Le NSC a subi d’importants dommages lors d’une frappe de drone russe en février, ce qui a causé un incendie majeur sur le revêtement extérieur. « Notre NSC a perdu plusieurs de ses fonctions principales. Nous comprenons qu’il nous faudra au moins trois ou quatre ans pour restaurer ces fonctions », a indiqué le directeur de la centrale. Néanmoins, les niveaux de radiation sur le site restent « stables et dans les limites normales ».

La tendance

L’armée ukrainienne a déclaré s’être retirée de la ville de Siversk, dans l’est de l’Ukraine, en raison des attaques des troupes russes. « Afin de préserver la vie de nos soldats et la capacité de combat de nos unités, les défenseurs ukrainiens se sont retirés de la localité », a rapporté l’état-major de l’armée sur Telegram.

Les troupes russes « disposent d’un avantage significatif en effectifs et en équipement et, malgré des pertes importantes, continuent leurs opérations offensives », a ajouté l’état-major ukrainien.

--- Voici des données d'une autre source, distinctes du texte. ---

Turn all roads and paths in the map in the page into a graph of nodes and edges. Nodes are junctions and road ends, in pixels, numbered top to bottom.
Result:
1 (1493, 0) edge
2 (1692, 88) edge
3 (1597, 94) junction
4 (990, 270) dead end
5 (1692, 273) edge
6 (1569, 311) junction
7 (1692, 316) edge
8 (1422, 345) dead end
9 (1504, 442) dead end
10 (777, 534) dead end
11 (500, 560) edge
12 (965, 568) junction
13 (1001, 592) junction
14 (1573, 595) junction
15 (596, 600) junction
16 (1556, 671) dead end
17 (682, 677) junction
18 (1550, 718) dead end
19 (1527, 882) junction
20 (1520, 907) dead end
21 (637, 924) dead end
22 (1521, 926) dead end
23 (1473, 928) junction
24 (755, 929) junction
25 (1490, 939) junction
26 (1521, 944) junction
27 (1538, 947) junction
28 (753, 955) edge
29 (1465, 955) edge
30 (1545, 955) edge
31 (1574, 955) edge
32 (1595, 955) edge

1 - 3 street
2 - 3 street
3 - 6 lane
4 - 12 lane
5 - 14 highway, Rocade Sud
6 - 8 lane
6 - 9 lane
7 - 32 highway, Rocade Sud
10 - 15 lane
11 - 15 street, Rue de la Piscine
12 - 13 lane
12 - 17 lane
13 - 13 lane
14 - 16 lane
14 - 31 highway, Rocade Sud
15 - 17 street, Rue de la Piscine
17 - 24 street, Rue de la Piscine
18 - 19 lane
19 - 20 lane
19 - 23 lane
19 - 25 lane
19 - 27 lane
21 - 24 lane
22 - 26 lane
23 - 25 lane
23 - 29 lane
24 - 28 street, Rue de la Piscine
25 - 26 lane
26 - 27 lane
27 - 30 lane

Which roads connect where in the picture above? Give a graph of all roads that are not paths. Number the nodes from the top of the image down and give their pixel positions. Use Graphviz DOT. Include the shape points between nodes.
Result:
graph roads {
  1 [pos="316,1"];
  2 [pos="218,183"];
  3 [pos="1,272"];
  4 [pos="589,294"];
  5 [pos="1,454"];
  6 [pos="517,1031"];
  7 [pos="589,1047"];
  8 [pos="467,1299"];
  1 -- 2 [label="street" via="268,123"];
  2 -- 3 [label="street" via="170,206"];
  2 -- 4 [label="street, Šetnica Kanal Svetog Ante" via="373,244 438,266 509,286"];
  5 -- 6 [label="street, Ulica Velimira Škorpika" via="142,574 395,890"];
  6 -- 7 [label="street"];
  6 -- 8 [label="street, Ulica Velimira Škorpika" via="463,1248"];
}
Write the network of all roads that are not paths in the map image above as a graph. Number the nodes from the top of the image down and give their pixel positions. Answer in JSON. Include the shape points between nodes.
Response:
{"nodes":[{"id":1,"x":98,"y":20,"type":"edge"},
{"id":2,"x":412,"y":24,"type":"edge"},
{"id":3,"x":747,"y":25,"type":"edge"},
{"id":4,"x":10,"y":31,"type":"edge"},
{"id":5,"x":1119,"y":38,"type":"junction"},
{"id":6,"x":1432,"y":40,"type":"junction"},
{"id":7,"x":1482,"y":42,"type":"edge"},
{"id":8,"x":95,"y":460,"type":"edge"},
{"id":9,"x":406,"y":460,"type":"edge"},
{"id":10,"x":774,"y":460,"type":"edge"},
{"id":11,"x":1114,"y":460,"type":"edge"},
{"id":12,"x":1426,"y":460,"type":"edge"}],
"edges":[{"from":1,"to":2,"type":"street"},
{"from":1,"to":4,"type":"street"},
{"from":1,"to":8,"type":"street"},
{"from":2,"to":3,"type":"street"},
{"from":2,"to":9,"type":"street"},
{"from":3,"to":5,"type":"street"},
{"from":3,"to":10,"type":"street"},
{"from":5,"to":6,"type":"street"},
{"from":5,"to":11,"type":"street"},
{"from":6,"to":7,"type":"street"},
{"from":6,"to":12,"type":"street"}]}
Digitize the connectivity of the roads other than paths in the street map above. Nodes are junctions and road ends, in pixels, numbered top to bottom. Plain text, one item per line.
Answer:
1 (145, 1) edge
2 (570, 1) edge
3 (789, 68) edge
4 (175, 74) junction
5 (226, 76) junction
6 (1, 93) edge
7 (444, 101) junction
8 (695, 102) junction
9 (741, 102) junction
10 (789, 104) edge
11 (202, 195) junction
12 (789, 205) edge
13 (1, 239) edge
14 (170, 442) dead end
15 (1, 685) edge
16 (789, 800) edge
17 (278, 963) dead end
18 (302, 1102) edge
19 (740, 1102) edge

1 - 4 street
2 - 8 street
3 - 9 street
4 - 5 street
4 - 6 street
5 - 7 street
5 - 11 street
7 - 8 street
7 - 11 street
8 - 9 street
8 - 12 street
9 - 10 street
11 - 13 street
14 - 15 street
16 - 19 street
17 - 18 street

Avant la guerre, Siversk comptait environ 11.000 habitants et est aujourd’hui largement détruite.

Notre dossier sur la guerre en Ukraine

La Russie avait déclaré il y a moins de deux semaines avoir pris Siversk, l’un des derniers points stratégiques empêchant ses forces de s’approcher des grandes villes encore contrôlées par les Ukrainiens, Kramatorsk et Sloviansk.